Work order:
Copy the first line of the entries below and every line after it through the line containing "Write the network". Do not include pictures.

Stored dataset items:
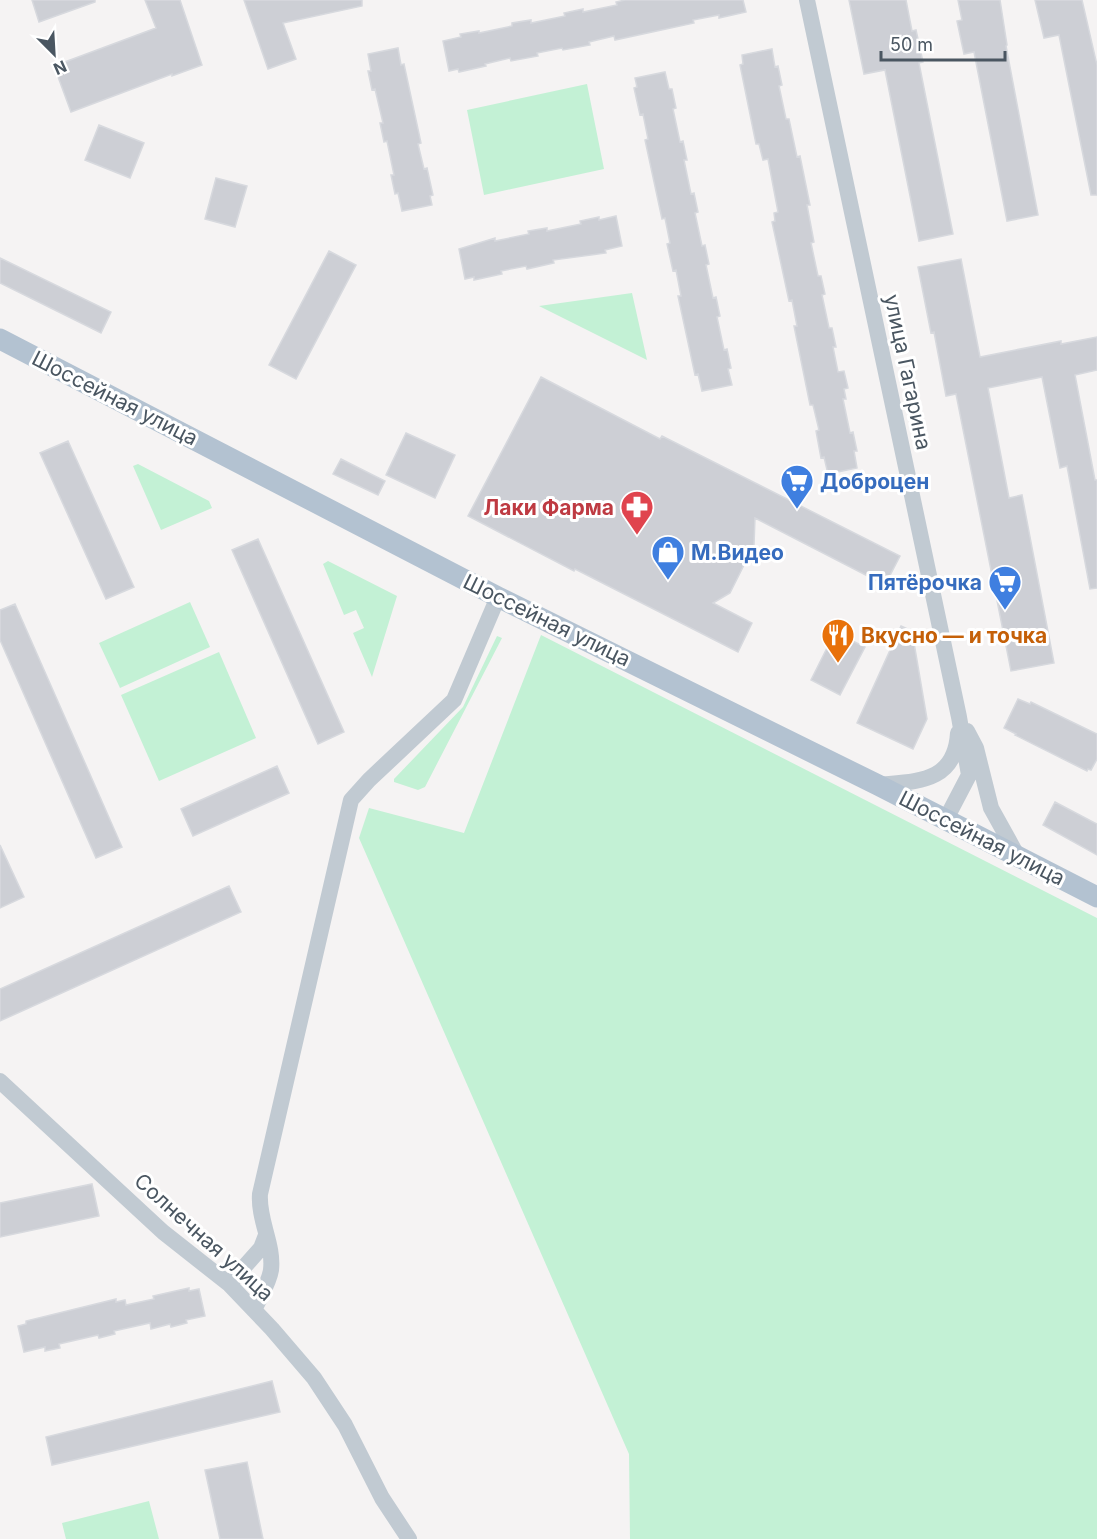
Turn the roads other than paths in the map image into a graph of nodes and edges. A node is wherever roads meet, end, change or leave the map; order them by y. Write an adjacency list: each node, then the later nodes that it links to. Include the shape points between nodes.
1 (807, 0): 4 (street, улица Гагарина)
2 (0, 339): 3 (main road, Шоссейная улица)
3 (498, 597): 5 (main road, Шоссейная улица); 10 (street, via 454,700 351,800 260,1194)
4 (959, 717): 5 (street, via 954,753 940,772 926,780); 6 (street, улица Гагарина, via 969,775); 7 (street, via 976,748 991,808)
5 (878, 785): 6 (main road, Шоссейная улица)
6 (946, 819): 7 (main road, Шоссейная улица)
7 (1017, 855): 8 (main road, Шоссейная улица)
8 (1097, 897)
9 (0, 1081): 11 (street, Солнечная улица, via 163,1232)
10 (266, 1235): 11 (street, via 261,1248); 12 (street, via 270,1272)
11 (229, 1284): 12 (street, Солнечная улица)
12 (254, 1310): 13 (street, Солнечная улица, via 314,1378)
13 (409, 1539)

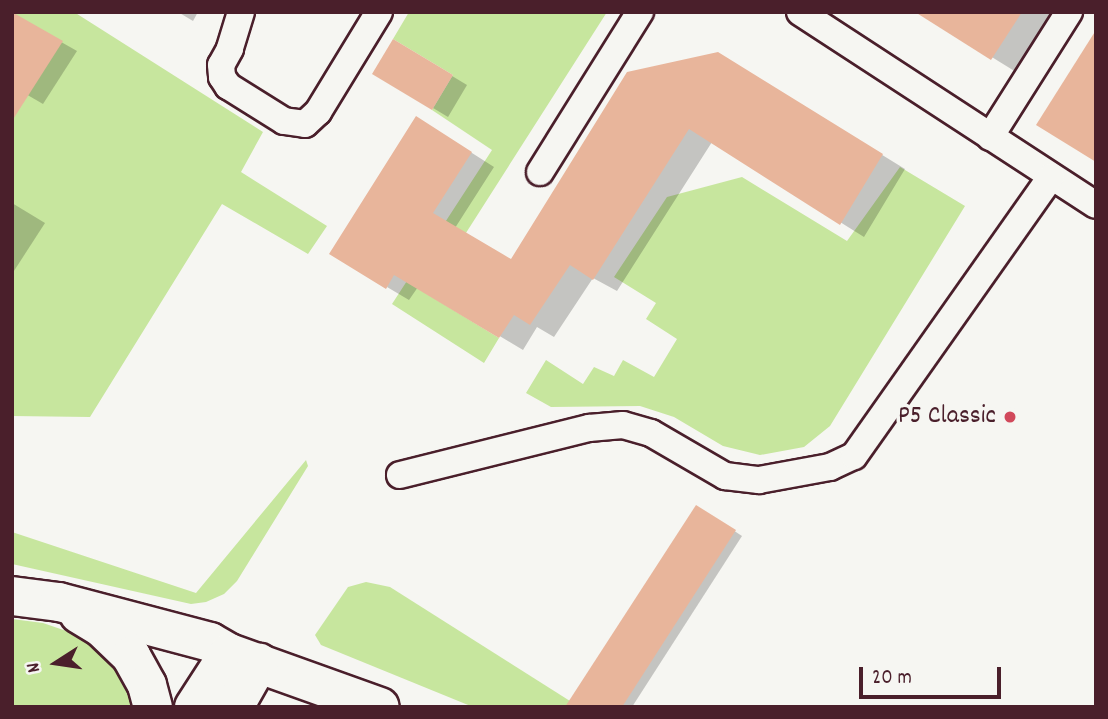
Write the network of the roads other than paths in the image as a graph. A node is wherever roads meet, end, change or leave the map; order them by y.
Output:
1 (241, 12) edge
2 (379, 12) edge
3 (640, 12) edge
4 (800, 12) edge
5 (1069, 12) edge
6 (990, 137) junction
7 (540, 172) dead end
8 (1051, 177) junction
9 (1096, 205) edge
10 (400, 475) dead end
11 (12, 596) edge
12 (59, 602) junction
13 (244, 658) junction
14 (153, 707) edge
15 (194, 707) edge
16 (234, 707) edge
17 (380, 707) edge

1 - 2 lane
3 - 7 lane
4 - 6 lane
5 - 6 lane
6 - 8 lane
8 - 9 lane
8 - 10 lane
11 - 12 street
12 - 13 street
12 - 14 street
13 - 15 street
13 - 16 street
13 - 17 street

Exercise solution:
Turn the roads other than paths in the map image into a graph of nodes and edges. A node is wherever roads meet, end, change or leave the map; order them by y. Write an adjacency list: each node, then the later nodes that it links to. Include the shape points between nodes.
1 (807, 0): 4 (street, улица Гагарина)
2 (0, 339): 3 (main road, Шоссейная улица)
3 (498, 597): 5 (main road, Шоссейная улица); 10 (street, via 454,700 351,800 260,1194)
4 (959, 717): 5 (street, via 954,753 940,772 926,780); 6 (street, улица Гагарина, via 969,775); 7 (street, via 976,748 991,808)
5 (878, 785): 6 (main road, Шоссейная улица)
6 (946, 819): 7 (main road, Шоссейная улица)
7 (1017, 855): 8 (main road, Шоссейная улица)
8 (1097, 897)
9 (0, 1081): 11 (street, Солнечная улица, via 163,1232)
10 (266, 1235): 11 (street, via 261,1248); 12 (street, via 270,1272)
11 (229, 1284): 12 (street, Солнечная улица)
12 (254, 1310): 13 (street, Солнечная улица, via 314,1378)
13 (409, 1539)

Write the network of the roads other than paths in the image as a graph. A node is wherever roads meet, end, change or leave the map; order them by y.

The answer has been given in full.